→ **PROBLEM DETAILS**: After reading the data below, copy out every line that contains the word "Moraes".

Collected data
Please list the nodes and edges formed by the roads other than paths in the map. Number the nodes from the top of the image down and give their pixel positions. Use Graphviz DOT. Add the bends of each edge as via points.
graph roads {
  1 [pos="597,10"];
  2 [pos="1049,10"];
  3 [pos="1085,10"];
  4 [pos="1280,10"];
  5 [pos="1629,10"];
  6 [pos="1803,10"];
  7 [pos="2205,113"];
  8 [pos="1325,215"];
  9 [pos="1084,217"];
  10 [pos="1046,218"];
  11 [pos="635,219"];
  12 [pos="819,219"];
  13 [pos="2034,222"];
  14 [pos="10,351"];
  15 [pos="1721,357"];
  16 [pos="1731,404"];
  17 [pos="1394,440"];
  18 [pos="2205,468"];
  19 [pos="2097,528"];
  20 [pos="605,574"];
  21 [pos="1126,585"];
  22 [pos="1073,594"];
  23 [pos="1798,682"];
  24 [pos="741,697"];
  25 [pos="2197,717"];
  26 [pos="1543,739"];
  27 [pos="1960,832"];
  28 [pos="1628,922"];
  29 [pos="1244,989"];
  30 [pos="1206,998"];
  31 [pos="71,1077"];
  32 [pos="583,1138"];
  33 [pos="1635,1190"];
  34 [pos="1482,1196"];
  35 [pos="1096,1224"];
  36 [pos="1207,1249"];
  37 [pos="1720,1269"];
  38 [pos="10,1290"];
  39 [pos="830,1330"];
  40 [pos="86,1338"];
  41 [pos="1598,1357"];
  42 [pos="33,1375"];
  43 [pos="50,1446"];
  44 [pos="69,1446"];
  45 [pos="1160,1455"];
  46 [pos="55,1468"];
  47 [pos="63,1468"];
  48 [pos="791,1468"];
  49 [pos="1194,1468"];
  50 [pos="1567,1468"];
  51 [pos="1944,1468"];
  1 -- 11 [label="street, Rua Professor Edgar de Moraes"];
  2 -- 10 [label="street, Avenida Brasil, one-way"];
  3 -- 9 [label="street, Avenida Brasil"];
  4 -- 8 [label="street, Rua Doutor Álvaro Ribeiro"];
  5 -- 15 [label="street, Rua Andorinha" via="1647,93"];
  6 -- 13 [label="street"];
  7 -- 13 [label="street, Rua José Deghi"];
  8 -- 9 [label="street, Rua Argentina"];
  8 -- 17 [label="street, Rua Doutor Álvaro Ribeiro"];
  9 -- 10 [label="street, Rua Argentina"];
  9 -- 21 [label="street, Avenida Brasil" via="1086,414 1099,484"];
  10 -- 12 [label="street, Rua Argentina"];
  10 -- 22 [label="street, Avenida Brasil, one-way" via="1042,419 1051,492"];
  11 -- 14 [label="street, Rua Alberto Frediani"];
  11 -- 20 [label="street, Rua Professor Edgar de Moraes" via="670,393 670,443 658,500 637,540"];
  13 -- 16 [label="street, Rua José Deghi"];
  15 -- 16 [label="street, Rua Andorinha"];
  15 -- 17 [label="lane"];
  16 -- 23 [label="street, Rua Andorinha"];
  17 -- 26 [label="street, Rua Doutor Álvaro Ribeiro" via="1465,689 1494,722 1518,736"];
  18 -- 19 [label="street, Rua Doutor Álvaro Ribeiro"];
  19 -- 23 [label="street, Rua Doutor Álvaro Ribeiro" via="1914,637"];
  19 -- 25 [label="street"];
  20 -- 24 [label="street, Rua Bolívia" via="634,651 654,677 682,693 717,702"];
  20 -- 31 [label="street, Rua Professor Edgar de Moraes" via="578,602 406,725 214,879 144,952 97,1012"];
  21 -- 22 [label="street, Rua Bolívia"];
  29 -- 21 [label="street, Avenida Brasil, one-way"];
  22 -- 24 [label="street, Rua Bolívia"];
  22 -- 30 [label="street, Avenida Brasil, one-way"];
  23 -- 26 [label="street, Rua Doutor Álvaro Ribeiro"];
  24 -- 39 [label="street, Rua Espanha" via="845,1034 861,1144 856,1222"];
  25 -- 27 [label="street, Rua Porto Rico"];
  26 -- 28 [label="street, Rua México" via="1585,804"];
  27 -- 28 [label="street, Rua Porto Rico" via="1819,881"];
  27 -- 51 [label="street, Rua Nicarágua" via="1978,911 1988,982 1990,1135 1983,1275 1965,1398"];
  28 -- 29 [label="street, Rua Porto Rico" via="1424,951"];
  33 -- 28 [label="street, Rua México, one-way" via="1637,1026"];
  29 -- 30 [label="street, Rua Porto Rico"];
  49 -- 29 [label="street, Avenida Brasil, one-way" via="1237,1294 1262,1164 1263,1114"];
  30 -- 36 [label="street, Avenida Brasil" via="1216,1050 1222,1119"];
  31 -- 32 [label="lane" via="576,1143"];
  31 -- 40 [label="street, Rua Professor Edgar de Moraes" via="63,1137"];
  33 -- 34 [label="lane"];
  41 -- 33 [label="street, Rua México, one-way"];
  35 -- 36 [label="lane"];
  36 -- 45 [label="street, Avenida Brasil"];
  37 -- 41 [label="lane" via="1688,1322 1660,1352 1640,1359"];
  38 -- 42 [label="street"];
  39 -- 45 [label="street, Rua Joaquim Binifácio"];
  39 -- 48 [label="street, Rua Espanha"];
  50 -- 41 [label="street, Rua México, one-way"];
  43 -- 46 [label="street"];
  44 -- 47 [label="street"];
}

→ **TASK OUTPUT**:
  1 -- 11 [label="street, Rua Professor Edgar de Moraes"];
  11 -- 20 [label="street, Rua Professor Edgar de Moraes" via="670,393 670,443 658,500 637,540"];
  20 -- 31 [label="street, Rua Professor Edgar de Moraes" via="578,602 406,725 214,879 144,952 97,1012"];
  31 -- 40 [label="street, Rua Professor Edgar de Moraes" via="63,1137"];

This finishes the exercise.